Например, средний порог у молодого
стабильного пациента с травмой составлял
83±10 г/л, а у пожилых пациентов после
желудочно-кишечного кровотечения порог
трансфузии составлял 95±10 г/л. В основном,
несмотря на опубликованные руководства,
многие специалисты по интенсивной
терапии в качестве порога трансфузии
считают 100 г/л. Эти же авторы в использовании
гемотрансфузий указывают на либеральную
трансфузионную стратегию (поддержание
гемоглобина на уровне 100-120 г/л) и стратегию
ограничения трансфузий (поддержание
гемоглобина на уровне 70-90 г/л).
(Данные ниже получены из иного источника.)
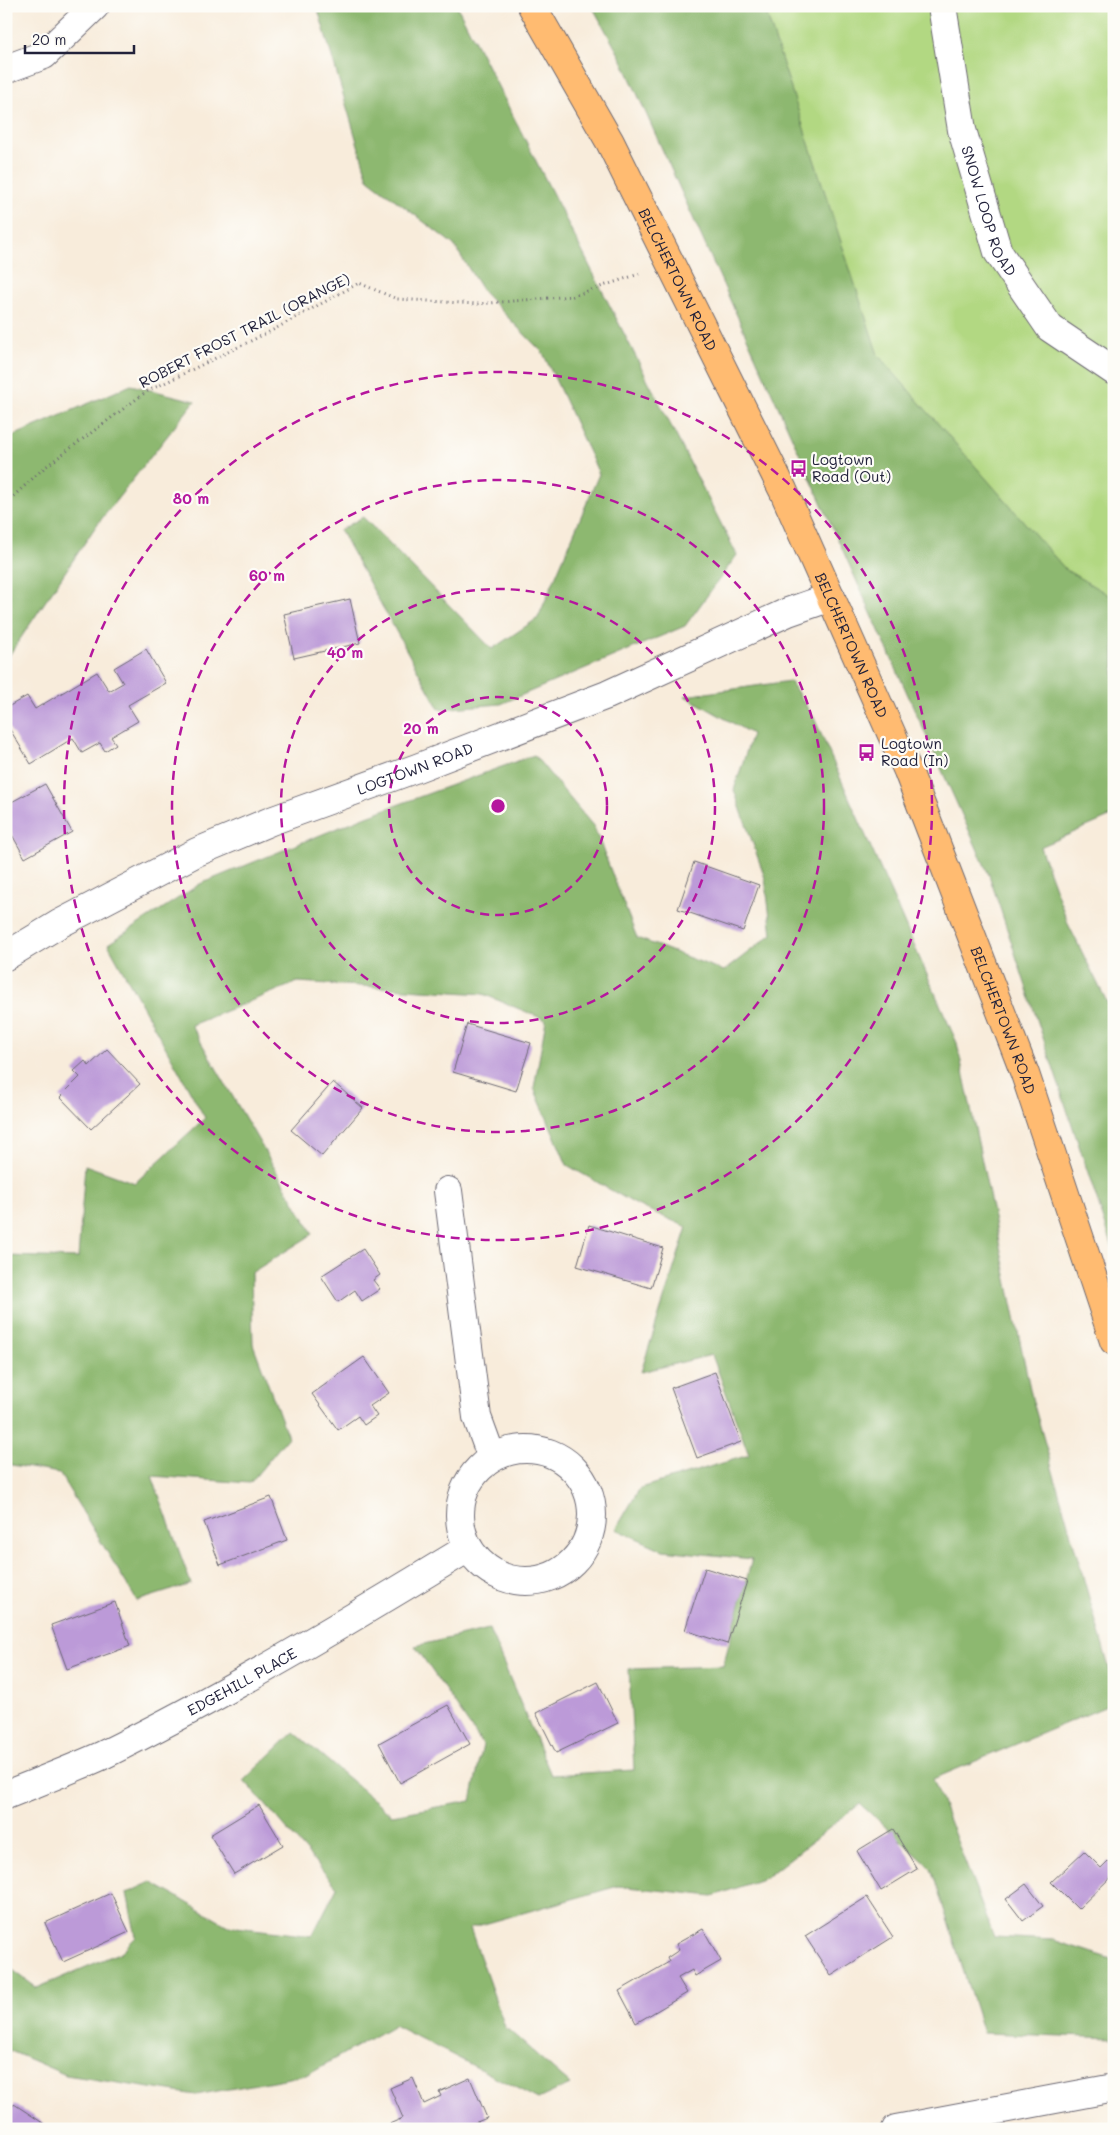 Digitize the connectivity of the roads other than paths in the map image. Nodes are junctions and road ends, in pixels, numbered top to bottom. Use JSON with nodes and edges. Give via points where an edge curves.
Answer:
{"nodes":[{"id":1,"x":95,"y":6,"type":"edge"},
{"id":2,"x":532,"y":6,"type":"edge"},
{"id":3,"x":942,"y":6,"type":"edge"},
{"id":4,"x":6,"y":69,"type":"edge"},
{"id":5,"x":1114,"y":371,"type":"edge"},
{"id":6,"x":831,"y":597,"type":"junction"},
{"id":7,"x":6,"y":956,"type":"edge"},
{"id":8,"x":448,"y":1191,"type":"dead end"},
{"id":9,"x":1114,"y":1341,"type":"edge"},
{"id":10,"x":492,"y":1458,"type":"junction"},
{"id":11,"x":468,"y":1548,"type":"junction"},
{"id":12,"x":6,"y":1796,"type":"edge"},
{"id":13,"x":1114,"y":2088,"type":"edge"},
{"id":14,"x":896,"y":2129,"type":"edge"}],
"edges":[{"from":1,"to":4,"type":"street","via":[[44,55]]},
{"from":2,"to":6,"type":"highway","name":"BELCHERTOWN ROAD","via":[[610,142],[783,490]]},
{"from":3,"to":5,"type":"street","name":"SNOW LOOP ROAD","via":[[962,130],[998,252],[1050,328]]},
{"from":6,"to":7,"type":"street","name":"LOGTOWN ROAD","via":[[788,612],[606,695],[197,852],[59,924]]},
{"from":6,"to":9,"type":"highway","name":"BELCHERTOWN ROAD","via":[[908,771],[1025,1074]]},
{"from":8,"to":10,"type":"street","via":[[477,1417]]},
{"from":10,"to":11,"type":"street","via":[[471,1477],[463,1494],[460,1522]]},
{"from":10,"to":11,"type":"street","via":[[528,1448],[555,1456],[571,1466],[590,1499],[589,1537],[580,1554],[567,1567],[551,1577],[532,1581],[513,1580],[495,1574]]},
{"from":11,"to":12,"type":"street","name":"EDGEHILL PLACE","via":[[319,1638],[158,1727],[99,1757]]},
{"from":13,"to":14,"type":"street"}]}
Стратегия
ограничения трансфузии была признана
столь же эффективной, как и либеральная,
при восстановлении объема у большинства
пациентов, в том числе с сердечно-сосудистыми
заболеваниями, за исключением пациентов
с активной ишемической болезнью сердца.
В повседневной клинической практике
для определения показаний к гемотрансфузиям
при острых гастродуоденальных язвенных
кровотечениях используется тяжесть
кровопотери: ее клинические критерии
и уровень гемоглобина (ниже 80 г/л) и
гематокрита (ниже 25%). Трансфузия
эритроцитной массы обязательна при
кровопотере III и IV степеней, когда
требуется коррекция не только
циркуляторной, но и гемической гипоксии.
Несмотря на официально предусмотренный срок хранения эритроцитной массы 30 сут, адекватную кислородтранспортную функцию донорские эритроциты обеспечивают только в первые 5-7 сут после взятия крови. Это связано со снижением в консервированной крови концентрации 2-,3-ДГФ, смещением S-кривой насыщения гемоглобина вправо с нарушением отдачи кислорода в тканях. Помимо уменьшения выраженности положительных качеств, наиболее доступная к применению эритроцитная масса длительных сроков хранения обладает рядом негативных свойств. Так, по данным С.А. Симбирцева, в 1 мл стабилизированной цитратом натрия крови содержится в 1-й день около 200, а при двухнедельном хранении уже около 20 000 агрегатов и сгустков фибрина диаметром до 200 мкм. При переливании такой крови неизбежно возникают выраженные повреждения первого фильтра на ее пути - капиллярной сети легких и альвеоло-капиллярной мембраны.
В настоящее время, несмотря на сдержанность при определении показаний к трансфузии эритроцитов, переливание эритроцитной массы остается частым и не всегда объяснимым, особенно при кровопотере средней степени, когда целесообразность такого переливания сомнительна. Например, согласно данным P. Lundsgaard-Hansen частота гемотрансфузий при желудочных кровотечениях в различных клиниках США и Европы колеблется от 11 до 76%. В современной трансфузиологии основным показанием для переливания эритроцитной массы считается острая массивная кровопотеря тяжелой и крайне тяжелой степени при достижении стабильной гемодинамики и тканевой перфузии инфузионной терапией.